I. Context: Signal Processing vs. Statistical Estimation

Before diving into Besov spaces, it is crucial to understand the fundamental shift from Convolution (used in neuroscience/signal processing) to Basis Expansion (used in statistics).

Feature Wavelet Convolution (CWT) Wavelet Basis (DWT)
Goal Phase, Power Extraction & Visualization Estimation, Compression, Denoising
Method Sliding window (Redundant) Tiling / Grid (Orthogonal)
Structure Smooth, overlapping coefficients Sparse, independent coefficients
Wavelet Complex Morlet (Smooth) Haar, Daubechies (Compact/Step)

In the statistical context (e.g., nonparametric regression), we prioritize efficiency and sparsity. We want to reconstruct a function $f(t)$ using the fewest number of coefficients possible.

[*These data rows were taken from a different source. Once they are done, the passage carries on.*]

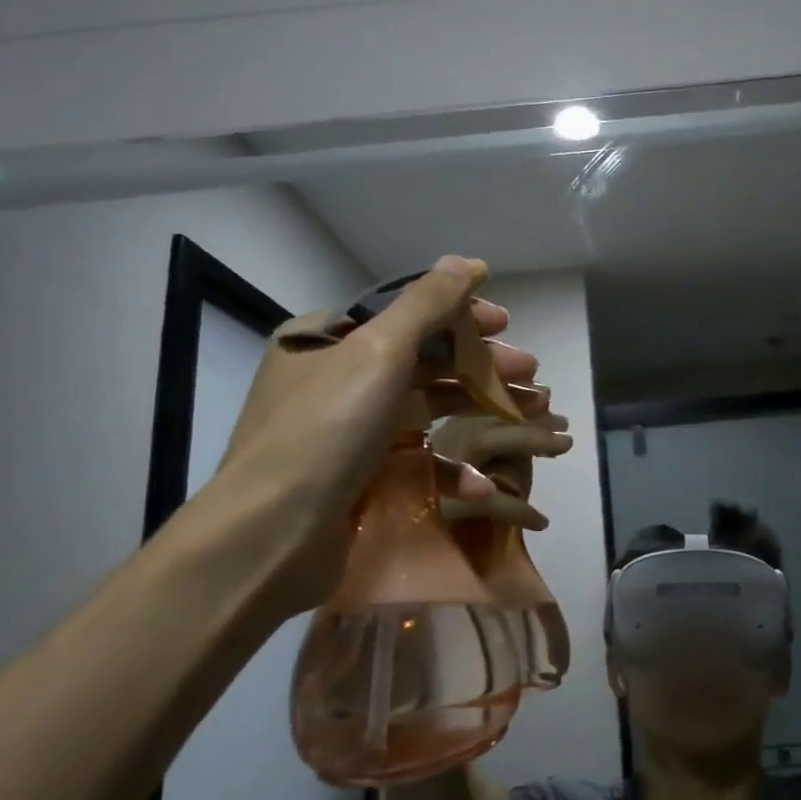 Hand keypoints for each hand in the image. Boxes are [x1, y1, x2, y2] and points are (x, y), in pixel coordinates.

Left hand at [204, 255, 548, 615]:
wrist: (271, 537)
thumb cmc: (326, 429)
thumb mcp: (379, 350)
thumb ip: (427, 303)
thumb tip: (468, 262)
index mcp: (324, 338)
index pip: (404, 311)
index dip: (459, 314)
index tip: (505, 324)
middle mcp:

II. The Haar Wavelet Basis

The text provided focuses on the Haar Multivariate Wavelet Basis. This system creates a hierarchical representation of a function using step-like “building blocks.”

1. The Structure (Setting $J=0$)

The analysis starts at the coarsest level ($J=0$), dividing the function into two categories:

  • Scaling Coefficients ($\theta_\phi$):
    • Symbol: $\Phi_0$
    • Role: Represents the Global Trend or average of the function over the domain $[0,1]^d$. The coefficient is simply just the mean of the function.
  • Wavelet Coefficients ($\theta_\psi$):
    • Symbol: $\Psi_j$ (for levels $j \ge 0$)
    • Role: Captures Abrupt Oscillations and details that deviate from the global trend.
    • Resolution: As level $j$ increases, the wavelets become narrower and taller, capturing higher-frequency details.

2. Why Haar?

The Haar basis is chosen because projecting a density onto this basis is mathematically equivalent to Equal-Sized Binning or histogramization. The resolution level decides the bin width and the coefficients are the bin heights. This allows researchers to link abstract function space theory directly to the discretization error inherent in statistical testing.


III. The Besov Ball: A “Budgeting Game”

How do we define if a function is “smooth”? The Besov Norm ($|||f|||_{s,2,q}$) measures smoothness by calculating the “cost” of building the function using these wavelet blocks.

\[|||f|||_{s,2,q} := \left[ \sum_{j=0}^{\infty} \underbrace{2^{jsq}}_{\text{Price Tag}} \underbrace{\left( \sum_{\psi \in \Psi_j} |\theta_{\psi}(f)|^2 \right)^{q/2}}_{\text{Energy at Level } j} \right]^{1/q}\]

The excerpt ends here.